Try it
In the listing that follows, how many lines include the word "they"? Only the number is wanted.

Provided information
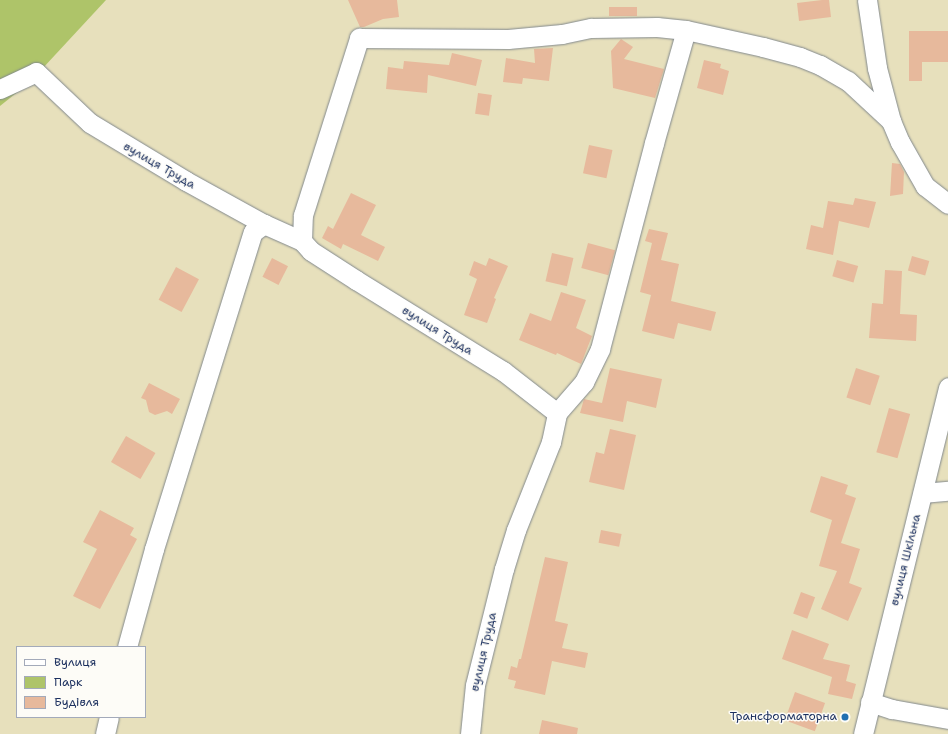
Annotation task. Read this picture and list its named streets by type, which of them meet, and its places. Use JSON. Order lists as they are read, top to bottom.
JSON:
{
  "streets": {
    "street": ["вулиця Труда", "вулиця Шкільна"]
  },
  "places": ["Трансформаторна"],
  "legend": ["Вулиця", "Парк", "Будівля"]
}
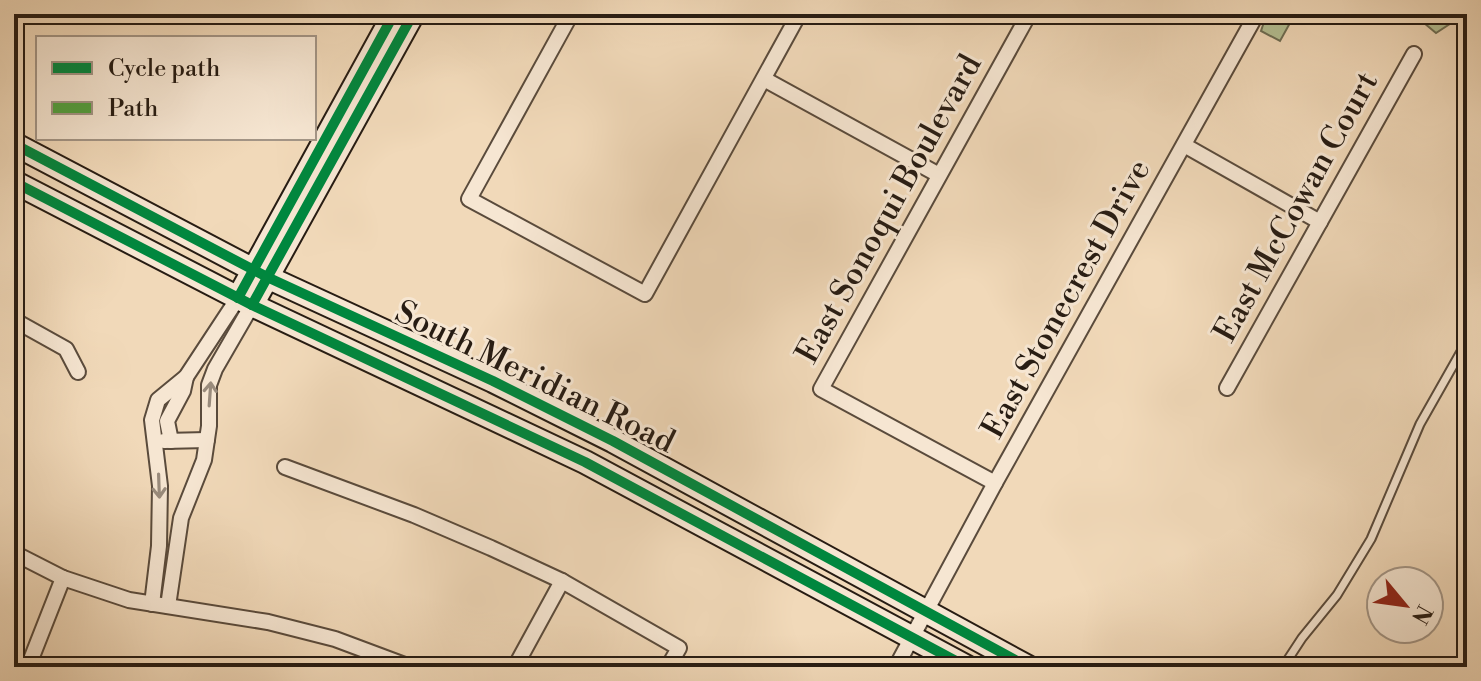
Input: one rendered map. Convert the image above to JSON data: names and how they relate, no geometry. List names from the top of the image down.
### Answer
{
  "streets": {
    "street": [
      "East McCowan Court",
      "East Sonoqui Boulevard",
      "East Stonecrest Drive",
      "South Meridian Road"
    ]
  },
  "crossings": [
    ["East Sonoqui Boulevard", "East Stonecrest Drive"],
    ["East Stonecrest Drive", "South Meridian Road"]
  ],
  "legend": ["Cycle path", "Path"],
  "north": "bottom right"
}
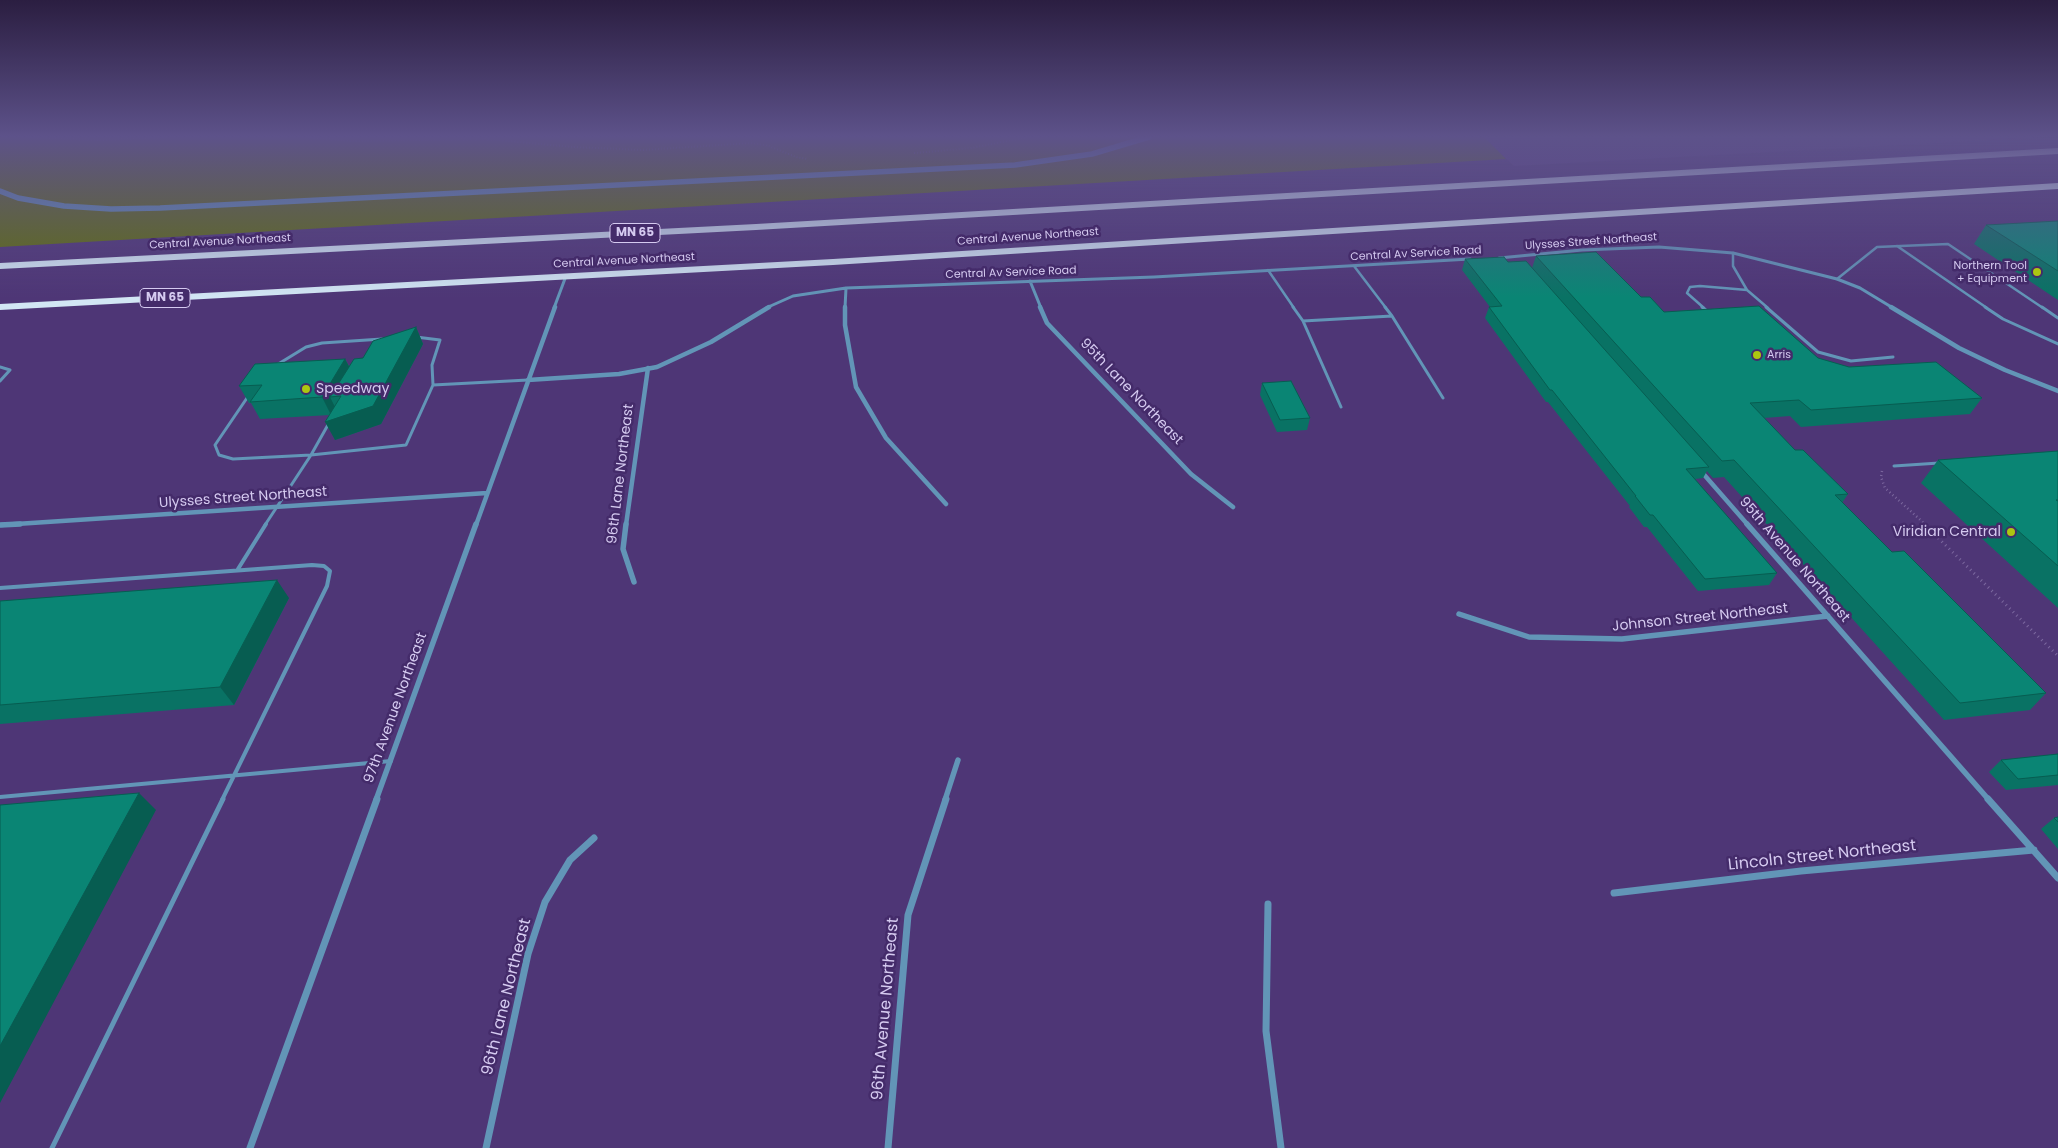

Answer
2